The data to used for building the predictive model is coming from the HC corpora. The corpora is a collection of 3 different corpus (twitter, news and blogs) with the aim of getting a varied and comprehensive corpus of current use of the languages.

The original corpora, with focus only on the english language (en_US), includes:

  • 2.360.148 tweets
  • 1.010.242 news
  • 899.288 blogs

The artifacts

Some extra reports have been created to give some more info about the ingestion process and the memory footprint challenge for the app.

The Repository (github)

The data has been downloaded from the provided link. The data has not been stored into teh repository because of the dimension of the files.

Folders

Important:

  • ingestion pipeline: the folder contains all of the scripts and reports used to create the final artifacts for the project. The original data is sampled (randomly) in 6 sample (10% of the original data each) and processed sample by sample for the creation of the term frequency matrices. The 6 term frequency matrices have been merged together to create the matrix used for the language model. All of the code has been optimized for efficiency and performance.

  • TextPredictorApp: the folder contains the shiny app that has been released as one of final artifacts for the project, including the language model ('data' folder).

  • slideDeck: the folder contains the presentation released as one of final artifacts for the project.

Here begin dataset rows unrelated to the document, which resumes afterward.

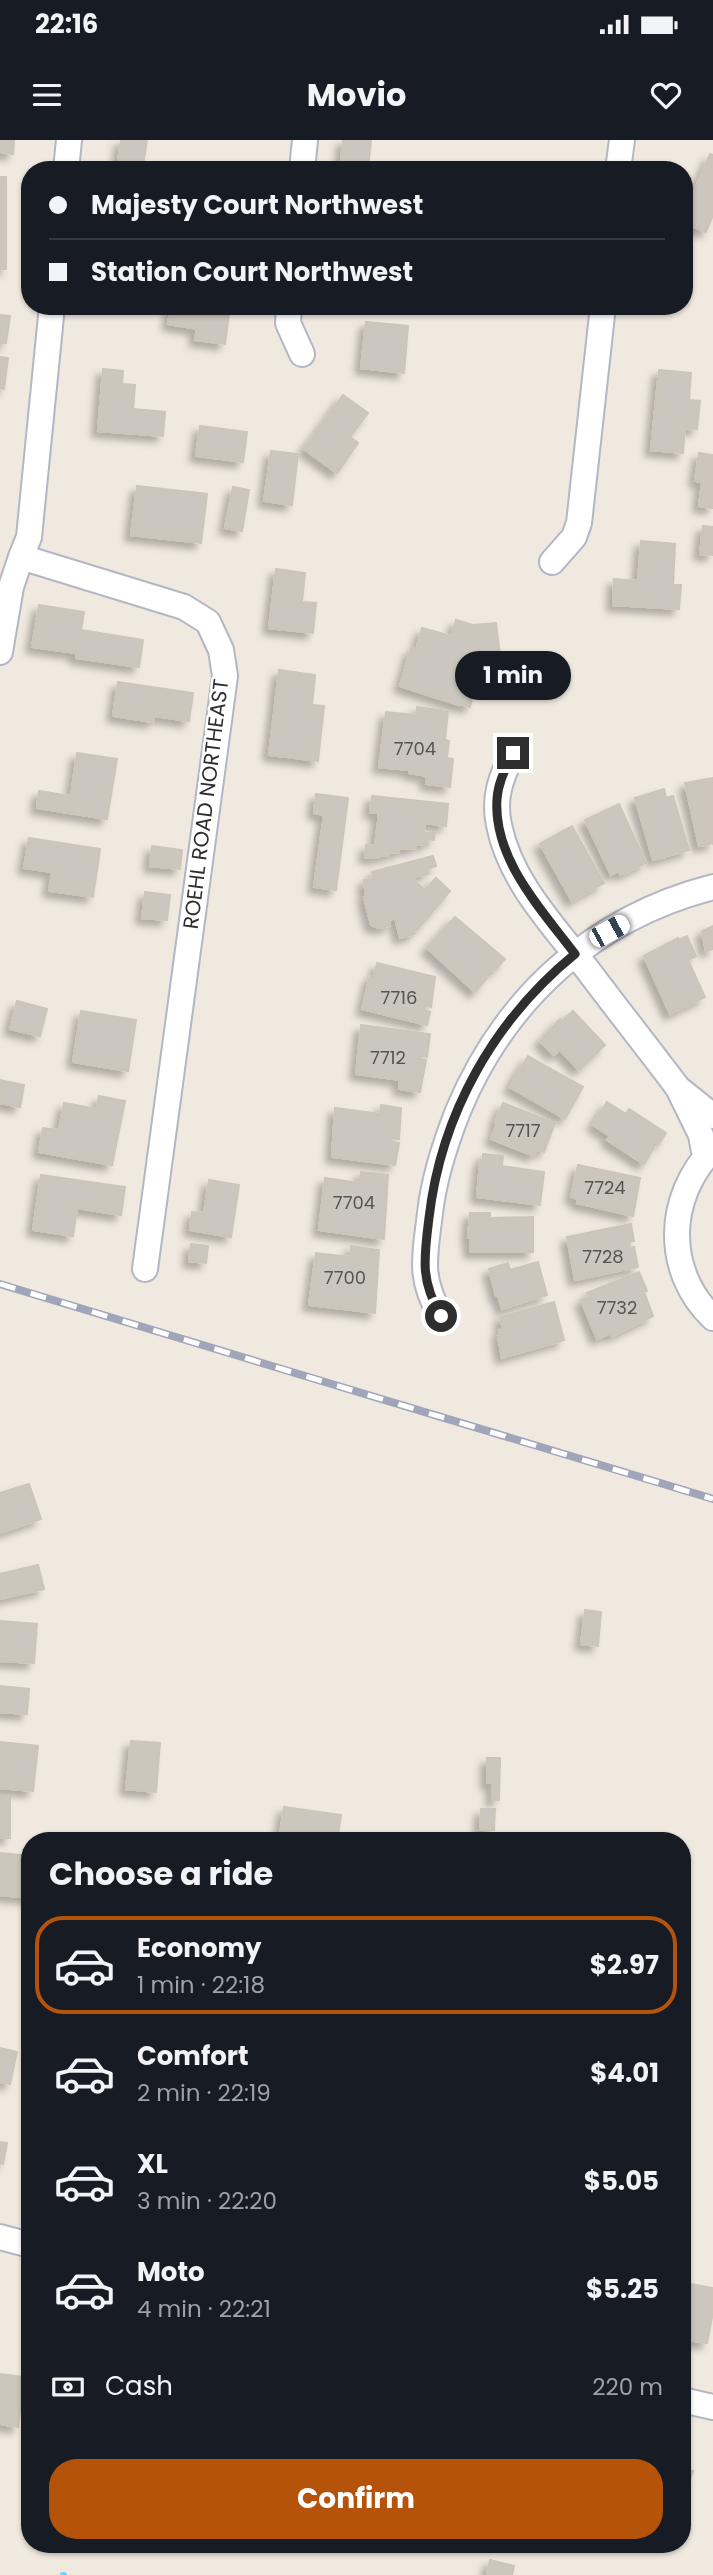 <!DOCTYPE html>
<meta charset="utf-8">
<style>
body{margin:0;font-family:Poppins,sans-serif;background:#20242c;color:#f1f3f6;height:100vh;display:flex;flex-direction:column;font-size:26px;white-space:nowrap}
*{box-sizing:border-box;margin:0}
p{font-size:23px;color:#9ea1a6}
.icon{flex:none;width:38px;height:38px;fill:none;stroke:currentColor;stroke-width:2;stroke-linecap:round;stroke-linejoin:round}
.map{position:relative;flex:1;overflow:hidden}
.drawer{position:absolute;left:21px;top:1692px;width:670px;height:721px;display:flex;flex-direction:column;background:#171b24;border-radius:28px;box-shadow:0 2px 5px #0004}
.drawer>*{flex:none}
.top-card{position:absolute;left:21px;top:21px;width:672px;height:154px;border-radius:28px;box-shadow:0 2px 5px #0004;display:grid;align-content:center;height:154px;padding:0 28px;background:#171b24}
.end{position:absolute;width:32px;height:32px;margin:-16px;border:9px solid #2e2e2e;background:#fff;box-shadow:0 0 0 4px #fff}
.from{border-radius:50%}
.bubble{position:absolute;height:49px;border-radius:24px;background:#171b24;box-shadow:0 2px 5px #0004;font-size:23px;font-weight:700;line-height:49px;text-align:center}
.car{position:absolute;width:21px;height:42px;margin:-21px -10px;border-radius:9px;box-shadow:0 0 5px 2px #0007;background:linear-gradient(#fff 24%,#345 0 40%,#fff 0 76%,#345 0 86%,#fff 0)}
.top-card b{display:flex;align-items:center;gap:24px;height:66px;font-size:26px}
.top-card b+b{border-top:2px solid #363941}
.top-card i{width:18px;height:18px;background:#f1f3f6}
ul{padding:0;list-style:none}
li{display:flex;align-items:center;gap:21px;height:98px;margin:0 14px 10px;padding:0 14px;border:4px solid transparent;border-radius:28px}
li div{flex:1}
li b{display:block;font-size:26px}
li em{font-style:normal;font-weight:700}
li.current{border-color:#b45309}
li>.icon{width:63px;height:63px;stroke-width:1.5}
h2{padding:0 28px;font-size:32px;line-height:84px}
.pay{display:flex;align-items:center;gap:18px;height:77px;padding:0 28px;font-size:26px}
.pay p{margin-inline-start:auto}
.button{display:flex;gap:14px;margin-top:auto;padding:14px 28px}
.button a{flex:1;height:80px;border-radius:28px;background:#b45309;color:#fff;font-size:28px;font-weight:700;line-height:80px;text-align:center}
.status{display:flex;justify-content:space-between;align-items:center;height:49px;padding:0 35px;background:#171b24;direction:ltr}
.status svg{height:19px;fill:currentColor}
header{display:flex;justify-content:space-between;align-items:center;height:91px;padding:0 28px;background:#171b24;font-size:32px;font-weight:700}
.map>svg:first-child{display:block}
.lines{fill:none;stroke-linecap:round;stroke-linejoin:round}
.stream{stroke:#69d7fc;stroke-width:6}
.building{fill:#cbc7be;stroke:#cdc5b8;stroke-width:2;filter:url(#shadow)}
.minor-casing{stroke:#b3b6c3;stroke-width:28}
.minor{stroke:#fff;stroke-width:24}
.rail-casing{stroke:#a1a5ba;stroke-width:8}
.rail{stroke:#fff;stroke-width:5;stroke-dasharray:16;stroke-linecap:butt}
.route{stroke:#2e2e2e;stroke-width:9}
.labels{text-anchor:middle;stroke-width:5;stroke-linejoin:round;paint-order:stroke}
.number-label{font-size:18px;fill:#555452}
.street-label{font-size:21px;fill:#2e2e2e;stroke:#fff}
</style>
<div class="status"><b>22:16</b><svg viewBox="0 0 49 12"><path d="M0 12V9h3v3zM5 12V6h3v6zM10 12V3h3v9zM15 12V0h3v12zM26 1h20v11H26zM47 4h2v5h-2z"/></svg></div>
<header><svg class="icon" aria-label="menu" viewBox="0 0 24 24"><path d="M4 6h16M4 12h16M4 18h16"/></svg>Movio<svg class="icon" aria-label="heart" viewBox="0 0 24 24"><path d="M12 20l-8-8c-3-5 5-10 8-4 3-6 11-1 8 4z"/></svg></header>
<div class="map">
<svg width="713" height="2435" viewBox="0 0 713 2435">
<defs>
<filter id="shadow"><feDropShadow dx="-6" dy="6" stdDeviation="3.5" flood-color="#0004"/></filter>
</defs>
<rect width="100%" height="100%" fill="#f0e9e0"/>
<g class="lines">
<path class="stream" d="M63,2435H64"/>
</g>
<path class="building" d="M0,0H14L13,14L0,12Z
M121,0H147L143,25L118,21Z
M343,0H371L368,27L379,30H340Z
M710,14L713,15V75L706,92L684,83V75Z
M0,37H6V129H0Z
M171,166H230L225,204L195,200L197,189L168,184Z
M0,175L10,176L6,203H0Z
M366,182L408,186L404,233L361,228Z
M0,217L8,218L4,249L0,248Z
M103,229L123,231L122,244L135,245L133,269L165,272L163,296L98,291Z
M659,230L691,233L689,260L700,261L697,289L685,288L683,313L651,310Z
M343,255L368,273L350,297L358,303L337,333L304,309Z
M200,286L247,292L243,322L196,316Z
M271,311L298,314L292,365L264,361Z
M699,313L713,315V368L699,366L702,342L695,341Z
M137,346L207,354L201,403L131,395Z
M233,347L249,350L242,391L225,388Z
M703,386L713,387V415L700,414Z
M641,401L675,404L673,445H681L679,469L613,465L614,439L638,441Z
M276,429L305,433L302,462L316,463L313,493L269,488Z
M39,465L84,472L81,490L143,500L139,527L76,518V513L32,507Z
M456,480L473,485L496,483L500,515L479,518L473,539L466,536L462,548L474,552L470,567L460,564L459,565L400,546L411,508L416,510L422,488L451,496Z
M279,530L315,535L312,565L324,566L318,621L269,615Z
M118,542L193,553L189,581L154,576L153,582L113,576Z
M417,567L448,571L445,600L449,601L447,618L453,619L450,647L426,644L427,636L409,633V630L379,627L386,572L416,575Z
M77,613L117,619L107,679L37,668L39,651L71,656Z
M713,638V704L710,701V704L699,706L685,643Z
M664,649L666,658L673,656L689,710L667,716L666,713L664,714L665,717L653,720L635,658Z
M316,654L348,658L336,750L314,747L324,675L314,673Z
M372,656L448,664L446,686L425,683L424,693L435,692L434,700L427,699V705L416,704V708L399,709V713L389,712V716L383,715L377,718L365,717L366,705L375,706L379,673L370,672Z
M619,664L646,723L625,733L620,734L619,731L611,735L585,680Z
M572,686L604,743L584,754L583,751L581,752L582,755L572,761L540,704Z
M29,698L100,709L93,757L49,751L52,732L24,728Z
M152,706L182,710L180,729L150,726Z
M433,716L436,726L426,729L428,734L414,737L415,741L425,750L436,738L450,751L417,790L413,791L414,794L400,798L395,778L389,780L390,786L379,788L371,785L364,757H366L364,740L374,738L372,732Z
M145,752L170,755L167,780L142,778Z
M455,777L505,819L494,831L491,829L485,836L487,838L475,852L427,808Z
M713,786V809L706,811L702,791Z
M687,796L696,816L688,820L705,857L670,874L644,816L678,798L679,800Z
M377,823L435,837L431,867L425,866L424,870L430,872L427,885L362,869L370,836L374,837Z
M17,861L47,869L40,896L10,889Z
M81,871L136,880L128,931L73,922Z
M573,871L605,905L579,930L560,910L554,915L540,901L560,879L562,881Z
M361,885L430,894L427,917L419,916V920H426L420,952L399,949L400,940L356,934Z
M528,916L583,947L565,979L510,947L520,928L523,930L524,928L522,926Z
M0,940L24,945L20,967L0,963Z
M99,956L125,961L112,1025L39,1012L43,988L59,990L64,963L97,969Z
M607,962L626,974L629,969L666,993L659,1004L654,1001L651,1006L654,1008L644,1024L607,1000L610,996L593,985Z
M503,963L555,983L544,1012L536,1009L534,1016L491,999L497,983L495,982Z
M381,965L401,968L399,999L392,998L391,1002L399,1003L395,1025L332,1017L335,968L380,974Z
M483,1014L503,1016L502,1026L544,1032L540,1065L477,1057L480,1022L482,1023Z
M578,1025L640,1038L633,1076L577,1063L578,1059L571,1057Z
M361,1032L388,1035L384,1099L319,1090L325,1038L359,1043Z
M41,1035L125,1047L121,1075L77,1068L73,1096L33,1090Z
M209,1040L239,1045L231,1097L190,1090L192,1072L204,1073Z
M470,1073H490V1078L533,1077V1112H470V1098H468Z
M631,1084L634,1101L629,1102L630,1108L634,1107L638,1127L575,1140L567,1097Z
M191,1104L208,1106L206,1123L189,1121Z
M351,1106L379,1110L375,1173L309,1165L316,1113L350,1117Z
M538,1122L547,1155L502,1169L498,1156H496L489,1129L508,1123L510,1130Z
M639,1132L647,1151L644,1152L653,1176L612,1196L611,1193L597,1199L581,1160L589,1157L587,1153Z
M554,1162L564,1200L502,1218L498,1196L500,1195L499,1190L503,1189L500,1177Z
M29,1344L41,1379L0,1393V1353Z
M38,1425L44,1449L0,1459V1434Z
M585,1470L601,1472L598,1506L581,1504Z
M0,1481L37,1484L34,1523L0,1521Z
M0,1546L29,1549L27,1574L0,1572Z
M131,1601L160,1603L156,1652L126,1649Z
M0,1602L38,1606L33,1651L0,1648Z
M487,1618H500L499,1660H492V1643H487Z
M0,1656H10V1698H0Z
M284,1667L341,1675L337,1701H279Z
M481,1669H495L494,1690H480Z
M0,1713L30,1716V1758L0,1755Z
M0,1908L17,1912L10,1944L0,1942Z
M0,2002L7,2003L3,2024L0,2023Z
M682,2047L688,2048L687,2066L682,2065Z
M691,2144L713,2148V2172L707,2203L682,2199Z
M0,2234L24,2237L18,2287L0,2284Z
M682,2328L693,2331L685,2353L682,2352Z
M490,2420L514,2426L512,2435H487Z"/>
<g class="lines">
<g class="minor-casing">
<path id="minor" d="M66,30L69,0
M302,30L305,0
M618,30L622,0
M52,166L29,397L21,417L184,467L208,482L221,510L225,536L145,1129
M289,166L288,183L302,214
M552,422L574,397L579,383L603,166
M0,512L11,447L21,417
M513,613C501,637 493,658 499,685C510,741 553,785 587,829C617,869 648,908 678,948
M713,1009C666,1057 664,1131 713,1178
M705,1017L701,995L678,948L713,976
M441,1176C418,1137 425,1116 430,1073C434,1037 445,1004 458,971C505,858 593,778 713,747
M0,2097L30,2105
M682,2260L713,2267"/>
</g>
<use href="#minor" class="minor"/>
<g class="rail-casing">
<path id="rail" d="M0,1144L713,1359"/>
</g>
<use href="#rail" class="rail"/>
</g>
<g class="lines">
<path class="route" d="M441,1176C420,1140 424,1118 429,1078C441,974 494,880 575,814C541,769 493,719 497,659C498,642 506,628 513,613"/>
</g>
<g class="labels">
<g class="number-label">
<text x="415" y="615">7704</text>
<text x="399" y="864">7716</text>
<text x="388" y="924">7712</text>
<text x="523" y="997">7717</text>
<text x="605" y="1054">7724</text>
<text x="354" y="1069">7704</text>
<text x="603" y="1123">7728</text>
<text x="345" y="1144">7700</text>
<text x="617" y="1174">7732</text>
</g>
<g class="street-label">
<text transform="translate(206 664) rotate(-83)" y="7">ROEHL ROAD NORTHEAST</text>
</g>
</g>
</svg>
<i class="end from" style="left:441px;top:1176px"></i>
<i class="end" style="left:513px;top:613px"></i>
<div class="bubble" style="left:455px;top:511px;width:116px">1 min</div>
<i class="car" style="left:609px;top:791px;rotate:61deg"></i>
<div class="top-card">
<b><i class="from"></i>Majesty Court Northwest</b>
<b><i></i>Station Court Northwest</b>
</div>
<section class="drawer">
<h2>Choose a ride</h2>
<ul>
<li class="current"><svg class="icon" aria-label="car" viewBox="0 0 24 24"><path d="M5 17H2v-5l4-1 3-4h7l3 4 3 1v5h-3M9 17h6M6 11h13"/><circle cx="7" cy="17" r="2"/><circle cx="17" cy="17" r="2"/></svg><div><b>Economy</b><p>1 min · 22:18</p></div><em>$2.97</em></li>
<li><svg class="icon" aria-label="car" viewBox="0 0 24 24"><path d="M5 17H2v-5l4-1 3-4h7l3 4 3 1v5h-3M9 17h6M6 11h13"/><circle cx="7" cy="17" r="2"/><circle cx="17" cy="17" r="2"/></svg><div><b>Comfort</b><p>2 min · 22:19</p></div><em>$4.01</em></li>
<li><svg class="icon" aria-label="car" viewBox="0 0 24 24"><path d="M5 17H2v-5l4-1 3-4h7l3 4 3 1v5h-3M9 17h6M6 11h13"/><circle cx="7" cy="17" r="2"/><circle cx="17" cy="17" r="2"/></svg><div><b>XL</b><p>3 min · 22:20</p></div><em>$5.05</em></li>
<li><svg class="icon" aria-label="car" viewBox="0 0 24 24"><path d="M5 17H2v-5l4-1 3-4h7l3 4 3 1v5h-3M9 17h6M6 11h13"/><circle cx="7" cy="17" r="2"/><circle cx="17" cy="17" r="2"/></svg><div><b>Moto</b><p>4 min · 22:21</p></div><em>$5.25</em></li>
</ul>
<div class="pay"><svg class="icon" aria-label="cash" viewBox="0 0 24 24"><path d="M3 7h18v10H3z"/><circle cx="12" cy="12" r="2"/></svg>Cash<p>220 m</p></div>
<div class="button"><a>Confirm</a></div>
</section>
</div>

  • notes: a powerpoint presentation for the project

Historical:

  • scripts/ reports/ models: this folders contains the exploratory works done during the first 6 weeks for setting up the strategy on how to build the application. Scripts run but they are not optimized for the amount of data used to build the final model. Note the 'milestone' repost (milestone_report_textPrediction.Rmd) is included in the 'reports' folder.